Nara Roesler New York is pleased to present The Site of Images, a solo exhibition by Brazilian artist Daniel Senise curated by Luis Pérez-Oramas that brings together three different series of works produced by the artist between 2020 and 2023.
Daniel Senise (b. 1955, Rio de Janeiro, Brazil), a leading contemporary Brazilian painter and a significant member of Generation 80, has since produced a major body of work addressing painting beyond the traditional brush-stroke-over-canvas convention Since the end of the 1990s, Senise’s practice can be described as a ‘construction of images.’ His process begins with imprinting the textures of surfaces – such as wooden floors or concrete walls – from carefully chosen locations into textiles, using a technique similar to the monotype. This material becomes then the structural base of the work, either as a canvas to be worked on as a collage puzzle, including fragments added to printed photographs in order to create the final image. Frottage, imprinting, tracing, cutting and pasting, and residual texturing are part of the process from which brush and brush-stroke are willfully excluded. In that sense, Senise’s works conceptually mimic an ancient type of image known as acheiropoieta, meaning images produced without the painter’s hand.

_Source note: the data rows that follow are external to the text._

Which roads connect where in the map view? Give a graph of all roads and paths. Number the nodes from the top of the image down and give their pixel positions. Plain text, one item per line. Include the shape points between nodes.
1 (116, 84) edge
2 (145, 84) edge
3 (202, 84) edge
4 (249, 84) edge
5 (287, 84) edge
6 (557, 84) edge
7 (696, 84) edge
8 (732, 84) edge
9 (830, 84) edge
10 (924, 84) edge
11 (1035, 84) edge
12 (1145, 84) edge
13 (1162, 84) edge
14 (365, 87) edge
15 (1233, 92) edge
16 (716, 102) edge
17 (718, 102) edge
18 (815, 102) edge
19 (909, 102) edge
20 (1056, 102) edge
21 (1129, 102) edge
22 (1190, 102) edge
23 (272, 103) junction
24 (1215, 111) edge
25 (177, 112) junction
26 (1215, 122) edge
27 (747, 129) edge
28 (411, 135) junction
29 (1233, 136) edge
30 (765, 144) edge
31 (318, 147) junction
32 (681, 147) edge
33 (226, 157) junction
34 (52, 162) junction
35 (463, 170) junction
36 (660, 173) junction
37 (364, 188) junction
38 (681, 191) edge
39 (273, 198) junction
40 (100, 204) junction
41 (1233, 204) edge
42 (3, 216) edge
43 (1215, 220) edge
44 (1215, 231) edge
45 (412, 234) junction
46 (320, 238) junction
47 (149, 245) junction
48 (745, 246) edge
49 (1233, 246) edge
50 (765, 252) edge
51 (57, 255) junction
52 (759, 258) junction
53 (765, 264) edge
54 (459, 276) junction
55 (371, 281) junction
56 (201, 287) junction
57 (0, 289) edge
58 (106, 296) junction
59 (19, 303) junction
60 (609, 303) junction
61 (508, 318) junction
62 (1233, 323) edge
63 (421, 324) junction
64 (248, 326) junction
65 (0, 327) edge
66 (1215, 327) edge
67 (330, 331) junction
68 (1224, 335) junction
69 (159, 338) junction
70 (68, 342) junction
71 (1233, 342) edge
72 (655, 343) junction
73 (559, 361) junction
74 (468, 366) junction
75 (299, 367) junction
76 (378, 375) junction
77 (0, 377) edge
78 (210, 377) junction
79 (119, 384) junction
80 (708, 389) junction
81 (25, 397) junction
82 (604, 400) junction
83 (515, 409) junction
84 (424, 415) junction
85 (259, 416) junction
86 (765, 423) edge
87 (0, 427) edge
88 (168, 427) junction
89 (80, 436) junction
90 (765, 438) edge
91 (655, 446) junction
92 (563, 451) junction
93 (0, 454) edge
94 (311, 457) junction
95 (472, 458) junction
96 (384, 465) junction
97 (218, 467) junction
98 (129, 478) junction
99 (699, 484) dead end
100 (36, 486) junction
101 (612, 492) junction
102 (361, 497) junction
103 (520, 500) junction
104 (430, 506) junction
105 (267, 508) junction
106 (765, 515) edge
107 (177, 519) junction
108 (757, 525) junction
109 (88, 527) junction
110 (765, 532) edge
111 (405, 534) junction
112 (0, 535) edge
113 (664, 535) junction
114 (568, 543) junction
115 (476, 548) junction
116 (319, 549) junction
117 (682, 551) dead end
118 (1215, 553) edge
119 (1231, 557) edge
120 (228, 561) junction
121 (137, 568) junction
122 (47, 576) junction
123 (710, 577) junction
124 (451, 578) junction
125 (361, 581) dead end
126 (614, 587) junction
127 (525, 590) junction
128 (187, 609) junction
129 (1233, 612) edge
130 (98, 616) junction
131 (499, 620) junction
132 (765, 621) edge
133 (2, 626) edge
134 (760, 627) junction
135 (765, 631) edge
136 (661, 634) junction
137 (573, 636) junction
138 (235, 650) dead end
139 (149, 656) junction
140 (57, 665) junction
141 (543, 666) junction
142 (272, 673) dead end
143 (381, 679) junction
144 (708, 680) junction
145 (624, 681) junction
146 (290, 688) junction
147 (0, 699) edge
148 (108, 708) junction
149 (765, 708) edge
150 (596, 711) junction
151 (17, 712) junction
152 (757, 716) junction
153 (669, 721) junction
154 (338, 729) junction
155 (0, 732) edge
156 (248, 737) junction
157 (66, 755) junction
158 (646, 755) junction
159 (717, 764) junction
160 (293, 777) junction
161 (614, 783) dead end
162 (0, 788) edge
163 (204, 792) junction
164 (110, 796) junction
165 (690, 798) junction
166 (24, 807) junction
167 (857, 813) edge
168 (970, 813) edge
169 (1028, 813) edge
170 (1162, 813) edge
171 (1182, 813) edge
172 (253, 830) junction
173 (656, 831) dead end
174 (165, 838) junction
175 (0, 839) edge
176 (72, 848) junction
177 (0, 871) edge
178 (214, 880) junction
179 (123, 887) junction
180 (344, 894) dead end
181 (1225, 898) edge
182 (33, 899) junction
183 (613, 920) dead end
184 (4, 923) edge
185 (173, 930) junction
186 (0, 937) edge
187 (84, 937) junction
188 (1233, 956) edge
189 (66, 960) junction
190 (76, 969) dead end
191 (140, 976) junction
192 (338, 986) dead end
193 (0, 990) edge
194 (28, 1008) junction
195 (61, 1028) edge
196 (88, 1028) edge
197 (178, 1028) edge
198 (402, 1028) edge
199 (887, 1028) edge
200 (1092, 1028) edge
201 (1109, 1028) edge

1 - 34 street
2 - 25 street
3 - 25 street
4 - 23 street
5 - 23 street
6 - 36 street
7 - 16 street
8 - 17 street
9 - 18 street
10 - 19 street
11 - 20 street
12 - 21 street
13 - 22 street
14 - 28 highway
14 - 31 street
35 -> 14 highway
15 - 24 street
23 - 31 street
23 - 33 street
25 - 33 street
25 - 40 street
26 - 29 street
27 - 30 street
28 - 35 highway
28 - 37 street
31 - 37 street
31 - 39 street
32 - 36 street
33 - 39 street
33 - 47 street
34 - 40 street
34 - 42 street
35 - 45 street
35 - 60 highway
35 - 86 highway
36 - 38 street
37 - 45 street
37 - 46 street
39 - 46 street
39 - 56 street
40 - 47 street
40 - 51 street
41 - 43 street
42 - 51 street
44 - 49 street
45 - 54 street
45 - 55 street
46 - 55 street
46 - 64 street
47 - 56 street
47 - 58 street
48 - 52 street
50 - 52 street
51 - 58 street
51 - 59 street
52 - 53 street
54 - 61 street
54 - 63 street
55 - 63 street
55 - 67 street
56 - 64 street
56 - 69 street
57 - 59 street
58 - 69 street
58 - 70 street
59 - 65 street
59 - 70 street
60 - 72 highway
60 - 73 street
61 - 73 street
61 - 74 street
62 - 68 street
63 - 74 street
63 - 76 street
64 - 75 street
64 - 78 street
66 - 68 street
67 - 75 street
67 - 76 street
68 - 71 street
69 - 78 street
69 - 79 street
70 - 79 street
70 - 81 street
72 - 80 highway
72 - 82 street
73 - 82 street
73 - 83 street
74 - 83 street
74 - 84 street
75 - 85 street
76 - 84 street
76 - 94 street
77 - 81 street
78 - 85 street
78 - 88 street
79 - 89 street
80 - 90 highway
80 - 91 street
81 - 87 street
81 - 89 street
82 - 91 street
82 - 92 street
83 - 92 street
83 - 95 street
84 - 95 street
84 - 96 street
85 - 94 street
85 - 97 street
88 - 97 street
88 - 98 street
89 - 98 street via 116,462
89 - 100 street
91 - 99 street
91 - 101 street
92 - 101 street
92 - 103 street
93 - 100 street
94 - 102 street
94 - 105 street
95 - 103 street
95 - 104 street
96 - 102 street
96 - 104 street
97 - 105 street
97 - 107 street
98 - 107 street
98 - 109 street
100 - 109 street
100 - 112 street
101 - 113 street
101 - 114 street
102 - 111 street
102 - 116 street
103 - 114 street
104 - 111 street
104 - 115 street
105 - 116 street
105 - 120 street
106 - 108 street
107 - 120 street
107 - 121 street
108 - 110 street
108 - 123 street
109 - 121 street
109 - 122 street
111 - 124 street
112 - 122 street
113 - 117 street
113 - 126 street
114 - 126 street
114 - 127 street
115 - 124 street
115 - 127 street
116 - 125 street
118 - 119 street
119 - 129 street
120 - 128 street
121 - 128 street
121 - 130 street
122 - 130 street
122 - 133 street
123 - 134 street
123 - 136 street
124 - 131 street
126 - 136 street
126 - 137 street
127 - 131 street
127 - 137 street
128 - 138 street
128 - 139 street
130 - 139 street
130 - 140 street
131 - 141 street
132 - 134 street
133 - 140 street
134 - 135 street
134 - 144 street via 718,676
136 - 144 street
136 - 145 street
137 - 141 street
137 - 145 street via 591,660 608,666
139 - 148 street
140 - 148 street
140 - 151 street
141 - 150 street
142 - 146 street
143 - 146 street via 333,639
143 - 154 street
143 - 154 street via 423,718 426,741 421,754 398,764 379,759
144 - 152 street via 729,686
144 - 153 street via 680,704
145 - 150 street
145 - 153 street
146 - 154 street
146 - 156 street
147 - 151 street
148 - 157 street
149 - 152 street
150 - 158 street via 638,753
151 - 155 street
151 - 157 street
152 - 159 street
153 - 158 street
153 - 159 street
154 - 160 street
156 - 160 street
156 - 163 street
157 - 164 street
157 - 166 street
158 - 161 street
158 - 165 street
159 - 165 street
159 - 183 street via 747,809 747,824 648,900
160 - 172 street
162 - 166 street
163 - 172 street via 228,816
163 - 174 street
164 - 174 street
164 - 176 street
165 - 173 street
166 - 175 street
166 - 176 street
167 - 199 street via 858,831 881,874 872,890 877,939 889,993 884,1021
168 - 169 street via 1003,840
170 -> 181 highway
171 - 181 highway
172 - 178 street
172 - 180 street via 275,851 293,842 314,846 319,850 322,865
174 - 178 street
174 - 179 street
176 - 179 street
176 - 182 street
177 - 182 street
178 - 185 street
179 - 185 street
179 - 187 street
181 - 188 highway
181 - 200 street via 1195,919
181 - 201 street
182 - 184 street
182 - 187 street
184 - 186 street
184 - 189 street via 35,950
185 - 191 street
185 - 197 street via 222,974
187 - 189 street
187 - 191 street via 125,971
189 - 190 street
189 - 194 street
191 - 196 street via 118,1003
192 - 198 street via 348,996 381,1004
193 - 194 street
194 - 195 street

Senise's repertoire often relates to the memory of places and spaces. He therefore intertwines the representation of a site, with its debris, or in other words, its history –he juxtaposes time, memory, and the physical presence that stems from them. For the current selection of works that constitute The Site of Images–the latest developments from the series Museums and Galleries–it is the painter's studio, its concrete materiality as dust and debris which becomes the structural spine of images representing empty and monumental museum spaces. When the framed pictures that are usually shown in them are depicted in his paintings they happen to be erased. From the site of images, Senise's works only show the site itself, the haunting void of the museum or the poignant structure, almost funeral, of their architecture.
It is telling that Daniel Senise has included, among the works depicting phantom images of museum's interiors, an example of his series devoted to the Vera Icona, the famous linen cloth where the face of Christ was miraculously imprinted. A sacred site of images for Christians, the Vera Icona is also a theoretical object enlightening the power, and the paradoxes, of images. Also, a picture made without human intervention–the very model of acheiropoieta–a prodigious image transfer, resonates with the large paintings carrying by their contact with walls and floors of the artist's studio the materiality, the fragment-relic of images. The object served as inspiration for several painters throughout the history of art. It is these representations, by artists such as El Greco and Zurbarán, that serve as the foundation for Senise take on it.. The artist adapts these original compositions, recreating them, but without including the face of Christ, so that the focus is on the brackets that support the image, its very material site.
In the third group of works that are part of the exhibition, the artist highlights one of the fundamental techniques of his practice: the monotype of surfaces. Using a mixture of water and glue spread over the flooring of a determined space, the artist manages, with a cloth, to impress the markings to create surfaces stamped with the colors and signs of the place. Accidental images, their power of representation entirely lays on chance and subjective perception. These images, literal in their non-mimetic materiality, complement the ambitious body of abyssal images depicting museums: emptied abysses of images, the museums depicted by Senise are also images of images, images containing (erased) images, as the Vera-Icona itself: the endless site of images.